Collected data entries
________________________
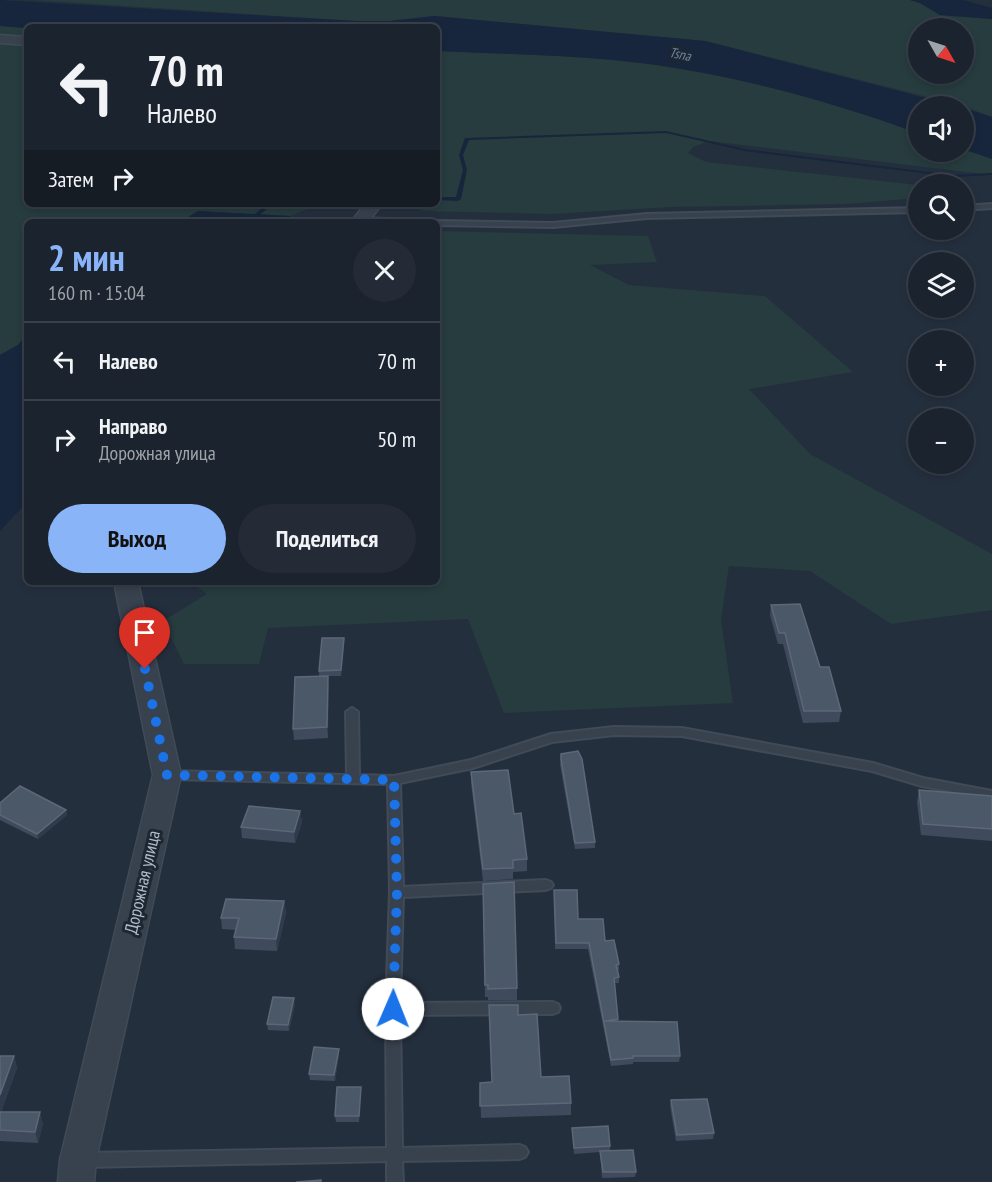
<!DOCTYPE html>
<html lang="ru">
<meta charset="utf-8">
<style>
:root{--surface:#1b232e;--page:#242b36;--text:#f1f3f6;--muted:#a0a4aa;--line:#39404a;--accent:#8ab4f8}
body{margin:0;font-family:"PT Sans Narrow",sans-serif;background:var(--page);color:var(--text);height:100vh;display:flex;flex-direction:column;font-size:22px;white-space:nowrap}
*{box-sizing:border-box;margin:0}
p{font-size:20px;color:var(--muted)}
.icon{flex:none;width:33px;height:33px;fill:none;stroke:currentColor;stroke-width:2;stroke-linecap:round;stroke-linejoin:round}
.map{position:relative;flex:1;overflow:hidden}
.details{position:absolute;left:24px;top:219px;width:416px;height:366px;display:flex;flex-direction:column;background:var(--surface);border-radius:9px;box-shadow:0 3px 9px #0003,0 0 0 2px var(--line)}
.details>*{flex:none}
.hud{position:absolute;left:24px;top:24px;width:416px;height:183px;border-radius:9px;box-shadow:0 3px 9px #0003,0 0 0 2px var(--line);background:#1b232e;color:var(--text);overflow:hidden}
.needle{width:39px;rotate:129deg}
.fabs{position:absolute;left:908px;top:18px;display:grid;gap:12px}
.fabs a{display:grid;place-items:center;width:66px;height:66px;border-radius:50%;background:var(--surface);box-shadow:0 3px 9px #0003,0 0 0 2px var(--line);font-size:30px}
.pin{position:absolute;display:grid;place-items:center;width:51px;height:51px;color:#fff;margin:-62px -26px;border-radius:50% 50% 50% 0;rotate:-45deg;box-shadow:0 0 6px #0007}
.pin .icon{rotate:45deg}
.me{position:absolute;width:66px;margin:-33px;rotate:1deg;stroke-linejoin:round;filter:drop-shadow(0 0 4px #0008)}
.turn{display:flex;align-items:center;gap:21px;height:126px;padding:0 24px;font-size:27px}
.turn .icon{width:78px;height:78px;stroke-width:2.5}
.turn b{display:block;font-size:42px;line-height:51px}
.then{display:flex;align-items:center;height:57px;padding:0 24px;background:#0003;gap:12px;font-size:22px}
.round{display:grid;place-items:center;flex:none;width:63px;height:63px;border-radius:32px;background:var(--page)}
.headline{display:flex;align-items:center;justify-content:space-between;height:102px;padding:0 24px}
h1{font-size:36px;font-weight:600;line-height:45px;color:var(--accent)}
.action{display:flex;gap:12px;margin-top:auto;padding:12px 24px}
.action a{flex:1;height:69px;border-radius:36px;background:var(--accent);color:#111;font-size:24px;font-weight:600;line-height:69px;text-align:center}
.action a+a{background:var(--page);color:var(--text)}
ul{padding:0;list-style:none}
li{display:flex;align-items:center;gap:18px;height:78px;padding:0 24px;border-top:2px solid var(--line)}
li div{flex:1}
li b{display:block;font-size:22px}
li em{font-style:normal}
.map>svg:first-child{display:block}
</style>
<div class="map">
<svg width="992" height="1182" viewBox="0 0 992 1182">
<rect width="100%" height="100%" fill="#242f3e"/>
<path fill="#263c3f" fill-rule="evenodd" d="M 33,0 L 910,0 L 920,3 L 940,15 L 992,19 L 992,117 L 963,106 L 705,41 L 434,16 L 390,21 L 355,21 ZM 918,28 L 963,28 L 963,74 L 918,74 Z
M 0,26 L 27,28 L 27,204 L 320,204 L 290,216 L 198,211 L 180,222 L 27,222 L 27,334 L 18,345 L 0,355 Z
M 437,51 C 504,54 573,55 641,63 C 736,75 828,101 918,133 L 918,152 L 963,152 L 963,149 L 992,159 L 992,175 L 709,141 L 693,147 L 688,153 L 706,162 L 918,185 L 918,198 L 847,204 L 671,207 L 551,214 L 422,211 L 411,204 L 436,204 Z
M 437,231 L 648,236 L 657,262 L 590,265 L 629,285 L 765,296 L 853,372 L 749,389 L 810,454 L 992,554 L 992,610 L 891,624 L 810,571 L 729,566 L 721,619 L 733,703 L 504,713 L 468,619 L 268,628 L 259,664 L 184,664 L 163,621 L 207,594 L 191,582 L 436,582 Z"/>
<path fill="#17263c" d="M 0,0 L 355,21 L 391,21 L 434,16 L 705,41 L 957,106 L 918,106 L 918,133 C 828,101 736,75 641,63 C 573,55 504,54 437,51 L 436,27 L 27,28 L 0,26 Z
M 910,0 L 963,0 L 992,8 L 992,19 L 940,15 L 920,3 Z
M 963,108 L 992,117 L 992,159 L 963,149 Z
M 198,211 L 290,216 L 286,222 L 180,222 Z
M 27,334 L 27,502 L 0,531 L 0,355 L 18,345 Z"/>
<g fill="none" stroke-linecap="round" stroke-linejoin="round">
<path fill="#17263c" fill-rule="evenodd" d="M 666,131 L 745,149 L 953,175 L 992,173 L 992,175 L 953,177 L 745,151 L 666,133 L 469,140 L 463,155 L 467,170 L 461,199 L 458,201 L 436,200 L 436,197 L 456,197 L 463,170 L 459,155 L 465,138 Z
M 267,204 L 273,204 L 251,222 L 245,222 Z"/>
<defs>
<path id="service" d="M 992,204 L 992,208 L 963,210 L 963,206 Z
M 918,208 L 918,212 L 647,218 L 553,227 L 436,225 L 436,222 L 433,222 L 436,221 L 553,223 L 647,214 Z
M 358,218 L 413,220 L 417,222 L 360,222 L 357,220 Z
M 352,708 L 358,712 L 359,775 L 394,776 L 471,760 L 551,734 L 614,727 L 682,728 L 873,763 L 923,778 L 992,791 L 992,799 L 922,786 L 872,771 L 682,736 L 614,735 L 552,742 L 473,768 L 400,783 L 403,887 L 546,880 L 551,882 L 553,885 L 551,888 L 546,890 L 403,897 L 400,1003 L 553,1002 L 558,1004 L 560,1008 L 558,1012 L 553,1014 L 400,1015 L 402,1148 L 520,1145 L 525,1147 L 528,1152 L 525,1157 L 520,1159 L 402,1161 L 403,1182 L 387,1182 L 387,1161 L 84,1167 L 79,1165 L 76,1160 L 79,1155 L 84,1153 L 387,1148 L 386,1009 L 390,892 L 388,784 L 167,779 L 163,778 L 161,775 L 163,772 L 167,771 L 347,775 L 346,712 Z"/>
<path id="tertiary" d="M 0,35 L 27,37 L 27,45 L 0,43 Z
M 365,204 L 382,204 L 368,222 L 351,222 Z
M 114,582 L 138,582 L 181,775 L 96,1160 L 94,1182 L 58,1182 L 60,1160 L 153,775 Z"/>
</defs>
<use href="#service" stroke="#414a57" stroke-width="4"/>
<use href="#tertiary" stroke="#414a57" stroke-width="3"/>
<use href="#service" fill="#38414e" fill-rule="evenodd"/>
<use href="#tertiary" fill="#38414e" fill-rule="evenodd"/>
</g>
<path fill="#3f4b5c" d="M 771,605 L 820,667 L 841,711 L 839,722 L 803,723 L 783,644 L 778,644 L 770,615 Z
M 344,638 L 341,676 L 328,676 L 328,738 L 294,740 L 293,729 L 319,676 L 319,671 Z
M 561,754 L 595,842 L 595,848 L 575,849 L 560,765 Z
M 471,772 L 514,814 L 527,859 L 527,871 L 513,872 L 513,879 L 483,881 L 471,783 Z
M 919,790 L 992,796 L 992,841 L 921,835 L 917,802 Z
M 0,803 L 66,810 L 67,815 L 38,839 L 0,820 Z
M 300,811 L 302,822 L 295,843 L 242,838 L 241,827 Z
M 483,884 L 517,988 L 517,1000 L 488,1000 L 488,997 L 485,997 Z
M 554,890 L 578,919 L 605,941 L 619,964 L 619,970 L 618,970 L 619,977 L 619,983 L 615,983 L 618,1022 L 680,1056 L 679,1062 L 633,1062 L 633,1064 L 611,1066 L 588,949 L 555,949 Z
M 284,901 L 286,913 L 277,951 L 235,949 L 234,937 L 236,930 L 222,929 L 221,918 Z
M 295,1004 L 289,1031 L 268,1030 L 267,1024 Z
M 489,1005 L 518,1015 L 541,1077 L 571,1103 L 571,1115 L 481,1118 L 480,1083 L 492,1082 Z
M 339,1054 L 335,1081 L 310,1080 L 309,1074 Z
M 0,1056 L 14,1056 L 17,1068 L 1,1112 L 43,1123 L 38,1143 L 0,1141 Z
M 361,1087 L 359,1122 L 336,1122 L 335,1116 Z
M 671,1100 L 714,1133 L 713,1139 L 676,1141 L 670,1106 Z
M 572,1128 L 610,1146 L 610,1151 L 636,1172 L 635,1177 L 602,1178 L 600,1152 L 574,1154 Z"/>
<path fill="#2f3b4b" d="M 344,638 L 344,644 L 341,676 L 341,670 Z
M 328,676 L 329,687 L 328,738 L 327,727 Z
M 66,810 L 67,815 L 38,839 L 37,834 Z
M 300,811 L 302,822 L 295,843 L 294,832 Z
M 284,901 L 286,913 L 277,951 L 276,939 Z
M 294,998 L 295,1004 L 289,1031 L 288,1025 Z
M 339,1049 L 339,1054 L 335,1081 L 334,1075 Z
M 14,1056 L 17,1068 L 0,1115 L 0,1095 Z
M 40,1112 L 43,1123 L 38,1143 L 35,1132 Z"/>
<path fill="#4b5868" stroke="#5c6777" stroke-width="1.5" d="M 800,604 L 820,667 L 829,667 L 841,711 L 804,711 L 785,633 L 779,633 L 771,605 Z
M 322,638 L 344,638 L 341,670 L 319,671 Z
M 328,676 L 327,727 L 293,729 L 295,677 Z
M 578,751 L 582,759 L 595,842 L 575,843 L 561,759 L 561,754 Z
M 508,770 L 514,814 L 521,813 L 527,859 L 513,860 L 513,868 L 483,869 L 471,772 Z
M 20,786 L 66,810 L 37,834 L 0,815 L 0,803 Z
M 919,790 L 992,796 L 992,829 L 923,824 Z
M 249,806 L 300,811 L 294,832 L 241,827 Z
M 514,882 L 517,988 L 488,989 L 488,985 L 485,985 L 483,884 Z
M 554,890 L 577,890 L 578,919 L 603,919 L 605,941 L 614,940 L 619,964 L 616,965 L 619,977 L 614,978 L 618,1019 L 605,1021 L 677,1022 L 680,1056 L 633,1056 L 633,1058 L 611,1060 L 589,943 L 556,943 Z
M 226,899 L 284,901 L 276,939 L 234,937 L 239,918 L 221,918 Z
M 273,997 L 294,998 L 288,1025 L 267,1024 Z
M 489,1005 L 518,1005 L 518,1015 L 537,1014 L 541,1077 L 569,1076 L 571,1103 L 480,1106 L 480,1083 L 492,1082 Z
M 314,1047 L 339,1049 L 334,1075 L 309,1074 Z
M 0,1056 L 14,1056 L 0,1095 Z
M 337,1087 L 361,1087 L 359,1116 L 335,1116 Z
M 707,1099 L 714,1133 L 677,1135 L 671,1100 Z
M 0,1112 L 40,1112 L 35,1132 L 0,1130 Z
M 608,1126 L 610,1146 L 574,1148 L 572,1128 Z
M 633,1150 L 636,1172 L 603,1172 L 600,1151 Z
M 321,1180 L 321,1182 L 296,1182 Z"/>
<g fill="none" stroke-linecap="round" stroke-linejoin="round">
<path stroke="#1a73e8" stroke-width="10" stroke-dasharray="0 18" d="M 145,669 L 167,775 L 394,780 L 397,892 L 393,1009"/>
</g>
<g text-anchor="middle" dominant-baseline="central" stroke-width="6" stroke-linejoin="round" paint-order="stroke">
<g font-size="14" font-style="italic" fill="#6d86a8" stroke="#1d2633">
<text transform="translate(680 54) rotate(11)">Tsna</text>
</g>
<g font-size="18" fill="#b4bcc9" stroke="#1d2633">
<text transform="translate(142 882) rotate(-77)">Дорожная улица</text>
</g>
</g>
</svg>
<div class="fabs">
<a><svg class="needle" viewBox="-14 -14 28 28"><path d="M0-13l5 13h-10z" fill="#e53935"/><path d="M0 13l5-13h-10z" fill="#a0a4aa"/></svg></a>
<a><svg class="icon" aria-label="sound" viewBox="0 0 24 24"><path d="M4 9h4l5-4v14l-5-4H4zM17 9q2 3 0 6"/></svg></a>
<a><svg class="icon" aria-label="search" viewBox="0 0 24 24"><circle cx="10" cy="10" r="6"/><path d="M15 15l6 6"/></svg></a>
<a><svg class="icon" aria-label="layers" viewBox="0 0 24 24"><path d="M12 4l9 5-9 5-9-5zM3 14l9 5 9-5"/></svg></a>
<a>+</a>
<a>−</a>
</div>
<div class="pin" style="left:145px;top:669px;background:#d93025"><svg class="icon" aria-label="arrive" viewBox="0 0 24 24"><path d="M6 21V4h12l-3 4 3 4H6"/></svg></div>
<svg class="me" style="left:393px;top:1009px" viewBox="-20 -20 40 40"><circle r="19" fill="#fff"/><path d="M0-13L10 11 0 6-10 11z" fill="#1a73e8"/></svg>
<div class="hud">
<div class="turn"><svg class="icon" aria-label="left" viewBox="0 0 24 24"><path d="M17 20v-9H6M10 6l-5 5 5 5"/></svg><div><b>70 m</b>Налево</div></div>
<div class="then">Затем<svg class="icon" aria-label="right" viewBox="0 0 24 24"><path d="M7 20v-9h11M14 6l5 5-5 5"/></svg></div>
</div>
<section class="details">
<div class="headline"><div><h1>2 мин</h1><p>160 m · 15:04</p></div><a class="round"><svg class="icon" aria-label="close" viewBox="0 0 24 24"><path d="M6 6l12 12M18 6L6 18"/></svg></a></div>
<ul>
<li><svg class="icon" aria-label="left" viewBox="0 0 24 24"><path d="M17 20v-9H6M10 6l-5 5 5 5"/></svg><div><b>Налево</b></div><em>70 m</em></li>
<li><svg class="icon" aria-label="right" viewBox="0 0 24 24"><path d="M7 20v-9h11M14 6l5 5-5 5"/></svg><div><b>Направо</b><p>Дорожная улица</p></div><em>50 m</em></li>
</ul>
<div class="action"><a>Выход</a><a>Поделиться</a></div>
</section>
</div>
________________________
== Problem statement ==
Would you copy out exactly the lines above that start at the one containing "M 919,790 L 992,796 L 992,841" and end at the one containing "M 284,901 L 286,913 L 277,951 L 235,949", inclusive?

== Completed exercise ==
M 919,790 L 992,796 L 992,841 L 921,835 L 917,802 Z
M 0,803 L 66,810 L 67,815 L 38,839 L 0,820 Z
M 300,811 L 302,822 L 295,843 L 242,838 L 241,827 Z
M 483,884 L 517,988 L 517,1000 L 488,1000 L 488,997 L 485,997 Z
M 554,890 L 578,919 L 605,941 L 619,964 L 619,970 L 618,970 L 619,977 L 619,983 L 615,983 L 618,1022 L 680,1056 L 679,1062 L 633,1062 L 633,1064 L 611,1066 L 588,949 L 555,949 Z
M 284,901 L 286,913 L 277,951 L 235,949 L 234,937 L 236,930 L 222,929 L 221,918 Z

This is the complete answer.